**Available records:**
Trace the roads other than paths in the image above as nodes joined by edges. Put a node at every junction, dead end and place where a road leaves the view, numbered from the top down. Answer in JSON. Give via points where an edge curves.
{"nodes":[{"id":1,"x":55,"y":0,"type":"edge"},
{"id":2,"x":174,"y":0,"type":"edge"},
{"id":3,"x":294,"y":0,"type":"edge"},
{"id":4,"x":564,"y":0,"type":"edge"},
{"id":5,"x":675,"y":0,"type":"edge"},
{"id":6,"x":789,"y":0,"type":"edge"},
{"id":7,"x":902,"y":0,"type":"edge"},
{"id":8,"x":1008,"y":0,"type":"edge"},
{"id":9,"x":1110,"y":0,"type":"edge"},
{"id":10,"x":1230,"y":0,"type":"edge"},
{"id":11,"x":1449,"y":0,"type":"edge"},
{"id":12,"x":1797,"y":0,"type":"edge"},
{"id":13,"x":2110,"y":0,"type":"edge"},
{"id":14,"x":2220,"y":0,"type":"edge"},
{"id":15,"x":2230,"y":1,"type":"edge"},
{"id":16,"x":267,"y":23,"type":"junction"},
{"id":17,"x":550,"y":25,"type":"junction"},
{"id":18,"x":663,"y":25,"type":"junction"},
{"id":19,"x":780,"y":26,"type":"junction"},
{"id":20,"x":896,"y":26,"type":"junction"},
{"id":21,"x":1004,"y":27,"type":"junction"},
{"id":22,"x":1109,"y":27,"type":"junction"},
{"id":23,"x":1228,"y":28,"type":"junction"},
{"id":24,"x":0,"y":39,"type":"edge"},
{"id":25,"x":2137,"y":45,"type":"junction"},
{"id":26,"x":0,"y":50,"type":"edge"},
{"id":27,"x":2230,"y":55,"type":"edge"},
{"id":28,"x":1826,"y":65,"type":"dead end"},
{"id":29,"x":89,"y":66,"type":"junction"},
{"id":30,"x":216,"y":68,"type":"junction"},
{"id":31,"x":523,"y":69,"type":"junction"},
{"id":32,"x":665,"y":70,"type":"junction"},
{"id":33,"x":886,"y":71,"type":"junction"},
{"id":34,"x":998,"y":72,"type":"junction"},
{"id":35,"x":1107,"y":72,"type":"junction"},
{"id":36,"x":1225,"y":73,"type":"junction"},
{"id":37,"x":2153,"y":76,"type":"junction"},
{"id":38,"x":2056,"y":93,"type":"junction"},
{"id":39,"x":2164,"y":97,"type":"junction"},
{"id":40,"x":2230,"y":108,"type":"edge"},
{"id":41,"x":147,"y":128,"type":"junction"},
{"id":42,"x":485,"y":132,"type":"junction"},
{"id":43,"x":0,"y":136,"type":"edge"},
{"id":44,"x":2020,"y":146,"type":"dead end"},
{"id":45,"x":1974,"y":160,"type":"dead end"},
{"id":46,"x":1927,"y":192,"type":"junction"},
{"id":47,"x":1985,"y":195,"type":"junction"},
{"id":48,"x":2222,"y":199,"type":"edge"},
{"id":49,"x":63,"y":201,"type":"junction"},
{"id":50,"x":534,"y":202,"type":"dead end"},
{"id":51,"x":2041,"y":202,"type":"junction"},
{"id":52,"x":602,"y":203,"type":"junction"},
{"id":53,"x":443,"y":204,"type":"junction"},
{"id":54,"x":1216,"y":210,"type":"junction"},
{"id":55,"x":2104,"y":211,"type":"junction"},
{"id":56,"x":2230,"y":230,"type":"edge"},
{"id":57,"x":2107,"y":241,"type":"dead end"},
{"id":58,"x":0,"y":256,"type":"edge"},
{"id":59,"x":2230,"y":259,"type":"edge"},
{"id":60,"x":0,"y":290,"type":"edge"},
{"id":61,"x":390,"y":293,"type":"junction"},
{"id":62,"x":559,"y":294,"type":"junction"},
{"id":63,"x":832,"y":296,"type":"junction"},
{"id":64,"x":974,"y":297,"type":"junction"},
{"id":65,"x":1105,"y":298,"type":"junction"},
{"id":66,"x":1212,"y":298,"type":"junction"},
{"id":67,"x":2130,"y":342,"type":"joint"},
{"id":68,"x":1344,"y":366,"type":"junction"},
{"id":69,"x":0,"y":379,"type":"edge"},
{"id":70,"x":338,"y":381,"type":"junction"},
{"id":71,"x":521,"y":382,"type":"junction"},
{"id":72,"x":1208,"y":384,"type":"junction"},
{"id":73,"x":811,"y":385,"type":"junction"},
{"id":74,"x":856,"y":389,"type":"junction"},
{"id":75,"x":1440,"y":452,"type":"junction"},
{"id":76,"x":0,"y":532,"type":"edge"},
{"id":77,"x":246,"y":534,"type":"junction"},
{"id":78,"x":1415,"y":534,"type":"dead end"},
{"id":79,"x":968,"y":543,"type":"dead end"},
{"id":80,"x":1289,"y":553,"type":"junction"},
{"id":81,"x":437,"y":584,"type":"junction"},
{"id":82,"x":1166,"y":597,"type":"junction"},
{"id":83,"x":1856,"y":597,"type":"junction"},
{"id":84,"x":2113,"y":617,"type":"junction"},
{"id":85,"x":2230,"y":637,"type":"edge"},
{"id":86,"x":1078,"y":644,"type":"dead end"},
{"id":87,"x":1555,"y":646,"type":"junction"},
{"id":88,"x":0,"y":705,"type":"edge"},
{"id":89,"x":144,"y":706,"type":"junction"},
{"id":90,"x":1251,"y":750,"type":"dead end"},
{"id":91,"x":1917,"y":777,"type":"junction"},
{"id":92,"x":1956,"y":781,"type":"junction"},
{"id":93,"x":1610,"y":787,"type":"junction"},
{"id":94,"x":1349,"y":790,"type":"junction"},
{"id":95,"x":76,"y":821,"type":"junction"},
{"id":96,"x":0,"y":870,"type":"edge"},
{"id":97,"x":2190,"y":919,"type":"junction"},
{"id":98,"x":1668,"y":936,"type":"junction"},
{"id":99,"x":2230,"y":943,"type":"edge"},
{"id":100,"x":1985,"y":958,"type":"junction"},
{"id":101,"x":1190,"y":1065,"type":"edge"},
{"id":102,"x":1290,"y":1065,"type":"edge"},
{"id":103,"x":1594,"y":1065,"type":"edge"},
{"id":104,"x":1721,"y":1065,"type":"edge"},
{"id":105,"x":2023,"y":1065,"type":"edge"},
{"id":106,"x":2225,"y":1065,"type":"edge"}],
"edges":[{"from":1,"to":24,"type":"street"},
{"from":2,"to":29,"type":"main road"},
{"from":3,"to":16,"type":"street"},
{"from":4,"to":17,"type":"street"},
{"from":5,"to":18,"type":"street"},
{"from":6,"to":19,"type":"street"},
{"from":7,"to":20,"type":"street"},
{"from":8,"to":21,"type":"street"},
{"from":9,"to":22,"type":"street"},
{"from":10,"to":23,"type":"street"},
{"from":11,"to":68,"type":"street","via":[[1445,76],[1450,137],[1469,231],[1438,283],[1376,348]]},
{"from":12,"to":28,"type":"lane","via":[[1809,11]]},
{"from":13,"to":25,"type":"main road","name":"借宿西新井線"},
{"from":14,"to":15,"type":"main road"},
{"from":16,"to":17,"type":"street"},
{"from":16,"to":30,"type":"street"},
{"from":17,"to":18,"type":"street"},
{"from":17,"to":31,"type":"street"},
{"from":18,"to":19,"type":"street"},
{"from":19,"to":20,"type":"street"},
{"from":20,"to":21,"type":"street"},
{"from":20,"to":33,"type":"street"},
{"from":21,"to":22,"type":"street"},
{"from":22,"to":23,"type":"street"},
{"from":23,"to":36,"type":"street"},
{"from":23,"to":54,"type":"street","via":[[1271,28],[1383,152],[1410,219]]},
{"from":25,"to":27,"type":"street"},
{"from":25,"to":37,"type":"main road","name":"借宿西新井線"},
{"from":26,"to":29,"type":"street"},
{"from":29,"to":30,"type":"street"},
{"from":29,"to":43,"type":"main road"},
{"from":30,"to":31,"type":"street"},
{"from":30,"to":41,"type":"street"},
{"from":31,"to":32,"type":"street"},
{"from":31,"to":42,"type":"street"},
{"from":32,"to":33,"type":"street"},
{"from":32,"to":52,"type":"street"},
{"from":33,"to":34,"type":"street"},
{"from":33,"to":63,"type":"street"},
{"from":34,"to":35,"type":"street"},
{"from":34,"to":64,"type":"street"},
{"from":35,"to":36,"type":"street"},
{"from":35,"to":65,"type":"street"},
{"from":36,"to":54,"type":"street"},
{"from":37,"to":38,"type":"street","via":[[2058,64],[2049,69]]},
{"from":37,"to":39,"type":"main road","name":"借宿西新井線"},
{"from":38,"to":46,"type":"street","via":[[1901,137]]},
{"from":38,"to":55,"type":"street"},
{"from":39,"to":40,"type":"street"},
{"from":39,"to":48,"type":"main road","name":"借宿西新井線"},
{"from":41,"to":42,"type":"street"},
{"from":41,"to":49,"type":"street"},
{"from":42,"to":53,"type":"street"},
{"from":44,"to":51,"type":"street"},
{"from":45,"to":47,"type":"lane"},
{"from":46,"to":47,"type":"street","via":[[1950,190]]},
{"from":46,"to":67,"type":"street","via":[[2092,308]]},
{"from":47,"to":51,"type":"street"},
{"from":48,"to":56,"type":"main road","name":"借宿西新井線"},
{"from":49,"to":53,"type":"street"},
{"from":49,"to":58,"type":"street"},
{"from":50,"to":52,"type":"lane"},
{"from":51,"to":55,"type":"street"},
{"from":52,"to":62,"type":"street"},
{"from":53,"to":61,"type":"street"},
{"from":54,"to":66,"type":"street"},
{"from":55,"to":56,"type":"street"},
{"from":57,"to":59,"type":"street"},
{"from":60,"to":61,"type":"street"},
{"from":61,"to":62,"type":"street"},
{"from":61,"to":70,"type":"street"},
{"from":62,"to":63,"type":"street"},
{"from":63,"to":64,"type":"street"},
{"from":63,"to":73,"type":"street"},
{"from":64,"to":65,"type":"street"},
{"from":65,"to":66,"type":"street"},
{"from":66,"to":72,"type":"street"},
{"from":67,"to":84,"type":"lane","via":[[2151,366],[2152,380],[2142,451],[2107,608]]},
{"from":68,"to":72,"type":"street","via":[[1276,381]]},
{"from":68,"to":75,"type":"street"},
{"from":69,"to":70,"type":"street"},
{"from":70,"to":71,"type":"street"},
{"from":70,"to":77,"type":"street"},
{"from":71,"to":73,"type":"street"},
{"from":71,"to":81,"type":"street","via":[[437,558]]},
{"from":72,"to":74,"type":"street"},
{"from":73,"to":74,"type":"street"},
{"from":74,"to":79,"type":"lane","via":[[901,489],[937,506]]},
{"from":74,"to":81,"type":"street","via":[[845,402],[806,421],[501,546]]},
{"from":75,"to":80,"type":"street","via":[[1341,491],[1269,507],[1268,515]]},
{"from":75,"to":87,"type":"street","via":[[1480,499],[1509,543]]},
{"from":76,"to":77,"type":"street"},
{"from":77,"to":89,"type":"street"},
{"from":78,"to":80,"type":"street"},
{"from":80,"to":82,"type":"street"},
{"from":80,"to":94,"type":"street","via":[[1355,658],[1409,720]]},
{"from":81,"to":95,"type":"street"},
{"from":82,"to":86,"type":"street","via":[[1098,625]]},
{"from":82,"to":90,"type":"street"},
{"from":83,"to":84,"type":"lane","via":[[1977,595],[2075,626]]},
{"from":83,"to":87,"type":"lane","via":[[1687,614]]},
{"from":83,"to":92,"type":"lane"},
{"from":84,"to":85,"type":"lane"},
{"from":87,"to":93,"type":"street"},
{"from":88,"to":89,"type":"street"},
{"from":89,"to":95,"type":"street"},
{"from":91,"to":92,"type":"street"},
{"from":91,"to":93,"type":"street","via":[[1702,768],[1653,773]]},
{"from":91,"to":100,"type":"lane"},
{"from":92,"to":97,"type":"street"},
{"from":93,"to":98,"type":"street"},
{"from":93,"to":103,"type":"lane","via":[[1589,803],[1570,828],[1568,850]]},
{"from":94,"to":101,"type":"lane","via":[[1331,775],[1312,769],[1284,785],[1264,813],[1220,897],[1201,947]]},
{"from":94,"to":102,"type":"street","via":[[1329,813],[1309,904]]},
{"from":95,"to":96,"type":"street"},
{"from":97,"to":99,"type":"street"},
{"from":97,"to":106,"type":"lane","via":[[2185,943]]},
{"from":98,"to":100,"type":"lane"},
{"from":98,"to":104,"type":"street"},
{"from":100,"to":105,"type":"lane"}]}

**Exercise aim:** Extract each line from the listing that holds the word "nodes".

**Response to the exercise:**
Trace the roads other than paths in the image above as nodes joined by edges. Put a node at every junction, dead end and place where a road leaves the view, numbered from the top down. Answer in JSON. Give via points where an edge curves.
{"nodes":[{"id":1,"x":55,"y":0,"type":"edge"},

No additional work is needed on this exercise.